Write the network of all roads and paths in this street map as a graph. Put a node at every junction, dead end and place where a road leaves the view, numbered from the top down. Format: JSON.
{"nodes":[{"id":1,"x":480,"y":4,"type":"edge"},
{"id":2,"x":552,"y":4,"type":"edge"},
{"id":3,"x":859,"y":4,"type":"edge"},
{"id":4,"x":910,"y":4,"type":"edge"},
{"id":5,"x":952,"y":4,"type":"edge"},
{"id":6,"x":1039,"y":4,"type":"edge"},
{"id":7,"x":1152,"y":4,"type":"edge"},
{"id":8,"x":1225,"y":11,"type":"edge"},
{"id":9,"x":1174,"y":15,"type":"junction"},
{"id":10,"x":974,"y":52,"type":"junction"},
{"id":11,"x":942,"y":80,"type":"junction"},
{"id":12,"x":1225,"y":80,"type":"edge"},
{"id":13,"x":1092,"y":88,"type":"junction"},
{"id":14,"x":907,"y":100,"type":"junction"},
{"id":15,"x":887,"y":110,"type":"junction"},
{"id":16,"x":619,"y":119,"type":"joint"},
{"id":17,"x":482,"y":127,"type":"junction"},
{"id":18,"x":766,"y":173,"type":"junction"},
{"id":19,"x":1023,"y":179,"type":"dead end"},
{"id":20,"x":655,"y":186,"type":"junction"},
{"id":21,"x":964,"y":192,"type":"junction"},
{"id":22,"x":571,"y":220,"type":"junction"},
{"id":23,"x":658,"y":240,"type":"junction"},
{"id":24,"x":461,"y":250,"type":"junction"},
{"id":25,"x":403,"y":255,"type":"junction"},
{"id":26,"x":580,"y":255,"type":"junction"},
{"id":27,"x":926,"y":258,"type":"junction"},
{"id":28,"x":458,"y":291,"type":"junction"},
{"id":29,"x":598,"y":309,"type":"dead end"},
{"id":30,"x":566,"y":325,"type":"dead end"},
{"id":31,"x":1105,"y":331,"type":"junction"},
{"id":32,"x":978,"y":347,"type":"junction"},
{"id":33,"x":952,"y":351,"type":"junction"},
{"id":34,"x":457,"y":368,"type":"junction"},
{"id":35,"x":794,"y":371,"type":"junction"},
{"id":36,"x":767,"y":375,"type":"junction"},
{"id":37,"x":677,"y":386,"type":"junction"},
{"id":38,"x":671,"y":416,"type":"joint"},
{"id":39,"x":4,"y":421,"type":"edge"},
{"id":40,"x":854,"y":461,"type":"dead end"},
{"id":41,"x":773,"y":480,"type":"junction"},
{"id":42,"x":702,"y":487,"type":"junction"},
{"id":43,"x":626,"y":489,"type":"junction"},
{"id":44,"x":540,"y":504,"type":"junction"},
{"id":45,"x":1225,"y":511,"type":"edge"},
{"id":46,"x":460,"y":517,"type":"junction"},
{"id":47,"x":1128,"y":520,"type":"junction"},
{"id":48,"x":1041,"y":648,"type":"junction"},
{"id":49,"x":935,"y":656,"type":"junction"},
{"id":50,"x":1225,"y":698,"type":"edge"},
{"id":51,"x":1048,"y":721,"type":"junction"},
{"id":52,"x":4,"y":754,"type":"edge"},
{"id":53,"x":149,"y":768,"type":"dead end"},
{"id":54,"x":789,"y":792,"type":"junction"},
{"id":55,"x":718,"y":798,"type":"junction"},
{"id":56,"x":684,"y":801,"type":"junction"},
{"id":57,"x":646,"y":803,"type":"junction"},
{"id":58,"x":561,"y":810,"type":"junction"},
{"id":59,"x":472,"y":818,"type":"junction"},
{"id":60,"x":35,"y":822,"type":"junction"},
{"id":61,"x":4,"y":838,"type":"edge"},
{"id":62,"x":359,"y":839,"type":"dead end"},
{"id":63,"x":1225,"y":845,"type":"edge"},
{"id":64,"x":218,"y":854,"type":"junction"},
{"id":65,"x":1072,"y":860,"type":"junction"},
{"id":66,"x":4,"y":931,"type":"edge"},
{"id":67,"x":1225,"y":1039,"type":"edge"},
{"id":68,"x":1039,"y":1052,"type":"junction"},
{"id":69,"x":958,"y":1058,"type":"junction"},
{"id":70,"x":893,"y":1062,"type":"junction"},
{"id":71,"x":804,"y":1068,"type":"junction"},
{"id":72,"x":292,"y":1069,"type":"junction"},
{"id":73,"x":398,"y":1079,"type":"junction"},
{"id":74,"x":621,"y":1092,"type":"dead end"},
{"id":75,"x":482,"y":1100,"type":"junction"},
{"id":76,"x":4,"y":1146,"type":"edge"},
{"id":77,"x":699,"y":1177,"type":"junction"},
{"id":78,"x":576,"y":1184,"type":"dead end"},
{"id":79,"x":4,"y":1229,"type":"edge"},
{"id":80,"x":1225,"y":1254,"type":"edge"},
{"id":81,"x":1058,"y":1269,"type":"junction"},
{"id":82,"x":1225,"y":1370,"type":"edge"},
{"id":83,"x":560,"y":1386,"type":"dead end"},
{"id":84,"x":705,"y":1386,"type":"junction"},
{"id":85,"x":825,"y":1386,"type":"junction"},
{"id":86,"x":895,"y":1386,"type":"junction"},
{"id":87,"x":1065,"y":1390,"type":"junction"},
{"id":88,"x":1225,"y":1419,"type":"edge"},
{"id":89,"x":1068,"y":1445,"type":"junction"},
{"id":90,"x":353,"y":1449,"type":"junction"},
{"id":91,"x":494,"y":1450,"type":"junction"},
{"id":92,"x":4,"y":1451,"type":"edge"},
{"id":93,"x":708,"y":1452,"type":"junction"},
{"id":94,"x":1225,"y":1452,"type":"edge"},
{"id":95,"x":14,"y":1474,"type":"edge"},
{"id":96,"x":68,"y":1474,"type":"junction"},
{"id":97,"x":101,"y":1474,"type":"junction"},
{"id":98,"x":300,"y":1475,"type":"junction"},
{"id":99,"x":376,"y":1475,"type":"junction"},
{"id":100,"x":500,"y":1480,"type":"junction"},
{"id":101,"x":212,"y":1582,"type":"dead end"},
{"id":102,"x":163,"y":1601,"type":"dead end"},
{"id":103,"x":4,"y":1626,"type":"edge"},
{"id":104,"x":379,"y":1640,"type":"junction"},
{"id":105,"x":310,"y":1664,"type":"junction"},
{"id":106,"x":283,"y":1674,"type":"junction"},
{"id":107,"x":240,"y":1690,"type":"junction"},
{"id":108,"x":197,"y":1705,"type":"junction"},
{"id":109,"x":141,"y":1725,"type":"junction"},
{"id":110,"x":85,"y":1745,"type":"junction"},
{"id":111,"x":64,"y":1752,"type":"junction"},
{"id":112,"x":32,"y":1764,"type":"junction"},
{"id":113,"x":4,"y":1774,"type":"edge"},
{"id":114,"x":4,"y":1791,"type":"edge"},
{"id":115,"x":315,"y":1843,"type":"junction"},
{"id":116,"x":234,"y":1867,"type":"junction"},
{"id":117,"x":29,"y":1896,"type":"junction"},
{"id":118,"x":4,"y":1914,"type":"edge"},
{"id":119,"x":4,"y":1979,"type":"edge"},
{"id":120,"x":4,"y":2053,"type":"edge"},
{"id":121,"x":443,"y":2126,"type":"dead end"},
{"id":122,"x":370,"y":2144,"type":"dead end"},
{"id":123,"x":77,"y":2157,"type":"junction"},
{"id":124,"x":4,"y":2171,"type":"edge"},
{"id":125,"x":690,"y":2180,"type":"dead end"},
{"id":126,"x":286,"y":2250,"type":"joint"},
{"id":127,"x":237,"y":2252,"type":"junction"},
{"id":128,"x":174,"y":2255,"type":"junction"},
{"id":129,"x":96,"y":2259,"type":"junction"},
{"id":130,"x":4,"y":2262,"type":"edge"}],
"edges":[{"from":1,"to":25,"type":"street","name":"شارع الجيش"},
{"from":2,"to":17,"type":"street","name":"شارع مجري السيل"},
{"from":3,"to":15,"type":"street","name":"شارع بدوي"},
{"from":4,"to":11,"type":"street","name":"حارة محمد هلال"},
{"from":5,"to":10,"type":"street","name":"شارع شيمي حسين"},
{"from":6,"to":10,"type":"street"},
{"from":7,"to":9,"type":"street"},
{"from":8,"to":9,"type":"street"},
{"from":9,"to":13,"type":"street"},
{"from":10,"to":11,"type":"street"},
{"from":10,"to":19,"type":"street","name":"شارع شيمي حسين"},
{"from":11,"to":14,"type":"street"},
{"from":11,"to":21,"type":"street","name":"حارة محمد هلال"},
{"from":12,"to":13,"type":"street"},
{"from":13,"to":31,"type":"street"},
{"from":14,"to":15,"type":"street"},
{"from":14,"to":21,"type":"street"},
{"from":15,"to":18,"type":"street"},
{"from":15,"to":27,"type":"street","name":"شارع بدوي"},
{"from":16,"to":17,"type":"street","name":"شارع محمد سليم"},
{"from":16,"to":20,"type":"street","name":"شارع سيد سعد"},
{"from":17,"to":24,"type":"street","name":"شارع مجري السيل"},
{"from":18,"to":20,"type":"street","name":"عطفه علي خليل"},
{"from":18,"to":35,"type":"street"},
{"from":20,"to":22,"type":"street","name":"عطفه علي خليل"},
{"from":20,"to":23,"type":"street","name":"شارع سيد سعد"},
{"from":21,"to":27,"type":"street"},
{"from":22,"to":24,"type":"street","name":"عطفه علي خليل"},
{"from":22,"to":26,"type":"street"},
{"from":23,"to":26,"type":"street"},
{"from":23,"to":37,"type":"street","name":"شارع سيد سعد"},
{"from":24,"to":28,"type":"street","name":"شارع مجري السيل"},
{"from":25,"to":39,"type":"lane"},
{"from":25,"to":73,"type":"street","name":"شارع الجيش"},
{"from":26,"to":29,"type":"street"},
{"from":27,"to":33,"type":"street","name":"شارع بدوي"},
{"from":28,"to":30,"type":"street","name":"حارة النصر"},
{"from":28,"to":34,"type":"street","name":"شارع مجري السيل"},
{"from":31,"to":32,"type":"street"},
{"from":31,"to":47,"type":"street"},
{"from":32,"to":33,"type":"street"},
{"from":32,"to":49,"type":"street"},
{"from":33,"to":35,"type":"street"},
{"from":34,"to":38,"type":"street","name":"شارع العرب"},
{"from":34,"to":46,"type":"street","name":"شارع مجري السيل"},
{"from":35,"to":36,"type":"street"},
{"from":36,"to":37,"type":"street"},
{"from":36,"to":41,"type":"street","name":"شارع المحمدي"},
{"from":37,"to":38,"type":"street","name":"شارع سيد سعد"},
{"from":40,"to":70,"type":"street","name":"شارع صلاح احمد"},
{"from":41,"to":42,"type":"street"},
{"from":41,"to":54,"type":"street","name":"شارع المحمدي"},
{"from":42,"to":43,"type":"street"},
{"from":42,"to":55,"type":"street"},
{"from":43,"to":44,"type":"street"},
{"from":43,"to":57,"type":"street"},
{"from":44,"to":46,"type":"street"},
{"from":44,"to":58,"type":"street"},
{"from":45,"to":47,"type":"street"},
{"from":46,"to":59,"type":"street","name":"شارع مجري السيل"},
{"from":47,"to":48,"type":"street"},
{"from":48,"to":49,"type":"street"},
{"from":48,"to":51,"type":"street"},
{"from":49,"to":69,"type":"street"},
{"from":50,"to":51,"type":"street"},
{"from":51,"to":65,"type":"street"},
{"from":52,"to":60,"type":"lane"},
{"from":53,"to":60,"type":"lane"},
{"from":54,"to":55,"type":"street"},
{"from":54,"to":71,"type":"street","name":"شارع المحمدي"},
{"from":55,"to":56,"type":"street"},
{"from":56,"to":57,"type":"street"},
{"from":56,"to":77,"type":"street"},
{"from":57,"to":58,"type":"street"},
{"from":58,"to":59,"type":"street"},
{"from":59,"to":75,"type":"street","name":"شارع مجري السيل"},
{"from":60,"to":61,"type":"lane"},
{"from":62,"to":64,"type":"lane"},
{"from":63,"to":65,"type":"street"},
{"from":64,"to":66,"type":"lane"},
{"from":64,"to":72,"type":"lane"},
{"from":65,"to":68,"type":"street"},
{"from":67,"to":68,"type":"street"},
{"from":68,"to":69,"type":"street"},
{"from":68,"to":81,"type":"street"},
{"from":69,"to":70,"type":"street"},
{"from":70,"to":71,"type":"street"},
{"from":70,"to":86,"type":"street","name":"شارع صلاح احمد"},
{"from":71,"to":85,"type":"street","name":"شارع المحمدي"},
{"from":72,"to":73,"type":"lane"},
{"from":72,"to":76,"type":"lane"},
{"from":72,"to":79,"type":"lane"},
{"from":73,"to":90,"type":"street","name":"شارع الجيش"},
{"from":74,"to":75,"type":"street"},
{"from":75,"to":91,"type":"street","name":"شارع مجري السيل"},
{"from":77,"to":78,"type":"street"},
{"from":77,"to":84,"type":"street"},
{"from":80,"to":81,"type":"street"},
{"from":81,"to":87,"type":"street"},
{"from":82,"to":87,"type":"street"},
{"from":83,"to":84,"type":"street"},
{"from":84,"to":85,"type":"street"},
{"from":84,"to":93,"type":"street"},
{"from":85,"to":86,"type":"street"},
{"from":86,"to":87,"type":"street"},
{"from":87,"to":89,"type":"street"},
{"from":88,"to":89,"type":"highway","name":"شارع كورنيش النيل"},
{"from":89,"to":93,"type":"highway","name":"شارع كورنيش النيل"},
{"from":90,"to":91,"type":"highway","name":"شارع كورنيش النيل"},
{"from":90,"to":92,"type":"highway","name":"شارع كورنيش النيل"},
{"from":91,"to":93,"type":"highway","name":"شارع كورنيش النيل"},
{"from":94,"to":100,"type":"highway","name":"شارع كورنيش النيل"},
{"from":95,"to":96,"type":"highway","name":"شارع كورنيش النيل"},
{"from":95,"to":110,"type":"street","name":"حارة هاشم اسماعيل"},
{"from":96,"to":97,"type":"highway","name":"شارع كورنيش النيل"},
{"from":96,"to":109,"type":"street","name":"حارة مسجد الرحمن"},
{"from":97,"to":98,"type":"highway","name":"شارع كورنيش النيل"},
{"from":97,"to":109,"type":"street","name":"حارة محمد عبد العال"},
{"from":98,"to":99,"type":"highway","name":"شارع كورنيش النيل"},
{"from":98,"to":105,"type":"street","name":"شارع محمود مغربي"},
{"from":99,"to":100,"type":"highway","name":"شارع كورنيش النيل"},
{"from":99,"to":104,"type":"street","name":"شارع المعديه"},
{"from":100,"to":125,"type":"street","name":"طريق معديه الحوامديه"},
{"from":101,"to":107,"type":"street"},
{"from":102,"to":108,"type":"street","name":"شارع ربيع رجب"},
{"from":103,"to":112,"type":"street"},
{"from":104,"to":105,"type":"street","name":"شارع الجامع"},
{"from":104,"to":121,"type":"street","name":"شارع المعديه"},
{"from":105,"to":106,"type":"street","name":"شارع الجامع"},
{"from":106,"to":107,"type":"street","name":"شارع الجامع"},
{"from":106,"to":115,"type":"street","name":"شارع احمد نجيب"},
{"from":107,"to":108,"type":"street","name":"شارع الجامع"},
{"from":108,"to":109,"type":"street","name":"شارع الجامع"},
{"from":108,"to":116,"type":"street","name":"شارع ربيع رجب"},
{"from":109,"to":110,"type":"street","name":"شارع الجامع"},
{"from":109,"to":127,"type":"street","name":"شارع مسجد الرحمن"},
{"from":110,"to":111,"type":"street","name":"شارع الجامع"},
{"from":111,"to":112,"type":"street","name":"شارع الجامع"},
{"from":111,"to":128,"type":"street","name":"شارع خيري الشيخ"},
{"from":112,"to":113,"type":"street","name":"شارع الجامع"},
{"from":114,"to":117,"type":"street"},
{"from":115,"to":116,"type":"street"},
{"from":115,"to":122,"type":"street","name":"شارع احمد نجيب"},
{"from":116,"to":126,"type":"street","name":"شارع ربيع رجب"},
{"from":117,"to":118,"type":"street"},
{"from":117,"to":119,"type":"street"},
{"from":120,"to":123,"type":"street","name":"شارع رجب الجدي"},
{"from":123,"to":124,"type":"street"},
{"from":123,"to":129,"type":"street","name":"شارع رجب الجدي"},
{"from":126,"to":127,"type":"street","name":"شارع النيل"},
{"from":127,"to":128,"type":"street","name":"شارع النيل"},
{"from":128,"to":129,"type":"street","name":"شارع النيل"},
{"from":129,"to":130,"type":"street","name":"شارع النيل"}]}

-------------------------

Every line with the word "السيل" in it should be copied from the listing above.

## RESPONSE TO THIS TASK
{"from":2,"to":17,"type":"street","name":"شارع مجري السيل"},
{"from":17,"to":24,"type":"street","name":"شارع مجري السيل"},
{"from":24,"to":28,"type":"street","name":"شارع مجري السيل"},
{"from":28,"to":34,"type":"street","name":"شارع مجري السيل"},
{"from":34,"to":46,"type":"street","name":"شارع مجري السيل"},
{"from":46,"to":59,"type":"street","name":"شارع مجري السيل"},
{"from":59,"to":75,"type":"street","name":"شارع مجري السيل"},
{"from":75,"to":91,"type":"street","name":"شارع مجري السيل"},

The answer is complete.